As long as I didn’t yell fire in a crowded theatre, I could pretty much say anything I wanted. That’s the democracy lesson I got when I was in middle school in the Midwest of the United States. Our teacher also assigned somewhat eerie post-colonial exercises like making up our own islands and then conspiring over the best way to rule them.  But that’s beside the point. I was taught that it was my right to express my opinions and feelings as long as it did not threaten or harm anyone.

Years later, how arrogant, I suppose, to assume that I could import this kind of unabashed “freedom” across continents, to East Africa, in Tanzania, where ideas about freedom of speech are very different, and where the consequences for saying what you think can apparently loom larger than you’d imagine. This is especially true in the relatively new world of online/social media, where the rules of engagement are determined with every double click.

This truth flared in my world when I attended a film festival earlier this month in Zanzibar and decided to write a film review for an online magazine based in Zanzibar. The up and coming magazine, founded by two women journalists with strong Zanzibari ties, has been gaining popularity in large part due to its mission to present a more complex, layered view of Zanzibari arts, culture, travel & leisure. That, and they are excellent writers with a potent mix of passion and precision.

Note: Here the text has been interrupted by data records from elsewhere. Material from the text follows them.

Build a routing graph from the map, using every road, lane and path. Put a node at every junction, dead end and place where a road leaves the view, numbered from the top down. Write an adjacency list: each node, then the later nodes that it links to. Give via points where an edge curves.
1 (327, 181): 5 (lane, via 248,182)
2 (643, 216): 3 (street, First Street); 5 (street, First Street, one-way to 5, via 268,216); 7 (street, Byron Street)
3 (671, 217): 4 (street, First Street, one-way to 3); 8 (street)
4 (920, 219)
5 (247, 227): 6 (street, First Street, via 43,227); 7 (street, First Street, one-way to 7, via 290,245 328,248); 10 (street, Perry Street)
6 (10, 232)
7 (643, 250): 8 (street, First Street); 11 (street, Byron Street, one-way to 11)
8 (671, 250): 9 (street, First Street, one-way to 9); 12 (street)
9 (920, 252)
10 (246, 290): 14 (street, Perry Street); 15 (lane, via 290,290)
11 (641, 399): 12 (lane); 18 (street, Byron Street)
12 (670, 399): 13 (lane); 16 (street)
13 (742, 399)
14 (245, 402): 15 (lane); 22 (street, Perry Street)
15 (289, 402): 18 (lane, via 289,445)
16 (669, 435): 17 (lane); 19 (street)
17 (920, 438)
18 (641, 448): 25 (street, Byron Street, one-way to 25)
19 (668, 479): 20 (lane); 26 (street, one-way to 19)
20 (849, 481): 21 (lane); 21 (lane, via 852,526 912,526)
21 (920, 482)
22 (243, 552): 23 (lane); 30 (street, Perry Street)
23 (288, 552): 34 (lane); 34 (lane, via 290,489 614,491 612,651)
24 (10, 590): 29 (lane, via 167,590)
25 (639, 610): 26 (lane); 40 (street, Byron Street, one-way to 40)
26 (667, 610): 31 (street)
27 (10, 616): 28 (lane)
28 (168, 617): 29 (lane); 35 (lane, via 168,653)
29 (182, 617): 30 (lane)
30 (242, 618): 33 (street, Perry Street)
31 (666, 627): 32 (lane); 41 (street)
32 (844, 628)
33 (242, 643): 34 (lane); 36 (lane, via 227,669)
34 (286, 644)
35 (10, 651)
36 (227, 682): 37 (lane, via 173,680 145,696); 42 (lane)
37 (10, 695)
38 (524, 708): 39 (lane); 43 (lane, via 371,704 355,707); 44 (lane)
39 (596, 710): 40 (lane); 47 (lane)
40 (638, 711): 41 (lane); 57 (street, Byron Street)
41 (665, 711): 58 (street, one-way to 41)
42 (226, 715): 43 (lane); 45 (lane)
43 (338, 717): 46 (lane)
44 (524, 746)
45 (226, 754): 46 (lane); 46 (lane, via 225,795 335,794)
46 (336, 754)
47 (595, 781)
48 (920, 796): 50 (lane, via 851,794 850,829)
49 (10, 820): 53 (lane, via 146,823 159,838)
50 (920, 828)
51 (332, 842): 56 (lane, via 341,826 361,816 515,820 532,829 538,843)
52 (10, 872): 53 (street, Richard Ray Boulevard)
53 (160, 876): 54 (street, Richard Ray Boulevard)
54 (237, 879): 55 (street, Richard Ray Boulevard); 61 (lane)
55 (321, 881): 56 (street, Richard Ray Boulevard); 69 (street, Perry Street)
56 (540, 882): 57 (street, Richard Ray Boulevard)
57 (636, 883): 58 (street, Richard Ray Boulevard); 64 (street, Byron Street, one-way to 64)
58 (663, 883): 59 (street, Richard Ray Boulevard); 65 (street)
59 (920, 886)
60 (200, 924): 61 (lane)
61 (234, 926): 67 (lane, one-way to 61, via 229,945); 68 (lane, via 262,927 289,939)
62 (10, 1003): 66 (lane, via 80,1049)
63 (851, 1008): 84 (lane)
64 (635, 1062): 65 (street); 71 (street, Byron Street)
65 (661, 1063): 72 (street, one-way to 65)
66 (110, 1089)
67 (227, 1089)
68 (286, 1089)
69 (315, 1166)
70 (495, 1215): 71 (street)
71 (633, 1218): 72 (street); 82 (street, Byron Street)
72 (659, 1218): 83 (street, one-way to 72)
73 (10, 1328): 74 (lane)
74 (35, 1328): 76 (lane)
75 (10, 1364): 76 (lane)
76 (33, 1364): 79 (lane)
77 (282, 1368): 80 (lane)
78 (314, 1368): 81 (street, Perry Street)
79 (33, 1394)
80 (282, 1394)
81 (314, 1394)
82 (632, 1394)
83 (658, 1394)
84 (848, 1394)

Going to the movies is one of the few pleasures that usually can’t be fulfilled here on the island, where once-bustling cinemas have nearly all shut down, except for one, the Majestic, which is not so majestic anymore. So when the film festival rolled around, I made it a point to go nightly, particularly to films featuring Swahili language and culture.

Throughout the weeklong festival, I saw several intriguing films, but one revealed itself as one of the worst films of the festival — in particular because of its narrow-minded treatment of women and power, though there were other reasons, too, that sunk this film way below the quality line. I was shocked by how little this film managed to meet the goals of the festival, which is to promote high quality films of international standard from up and coming filmmakers throughout the region and world.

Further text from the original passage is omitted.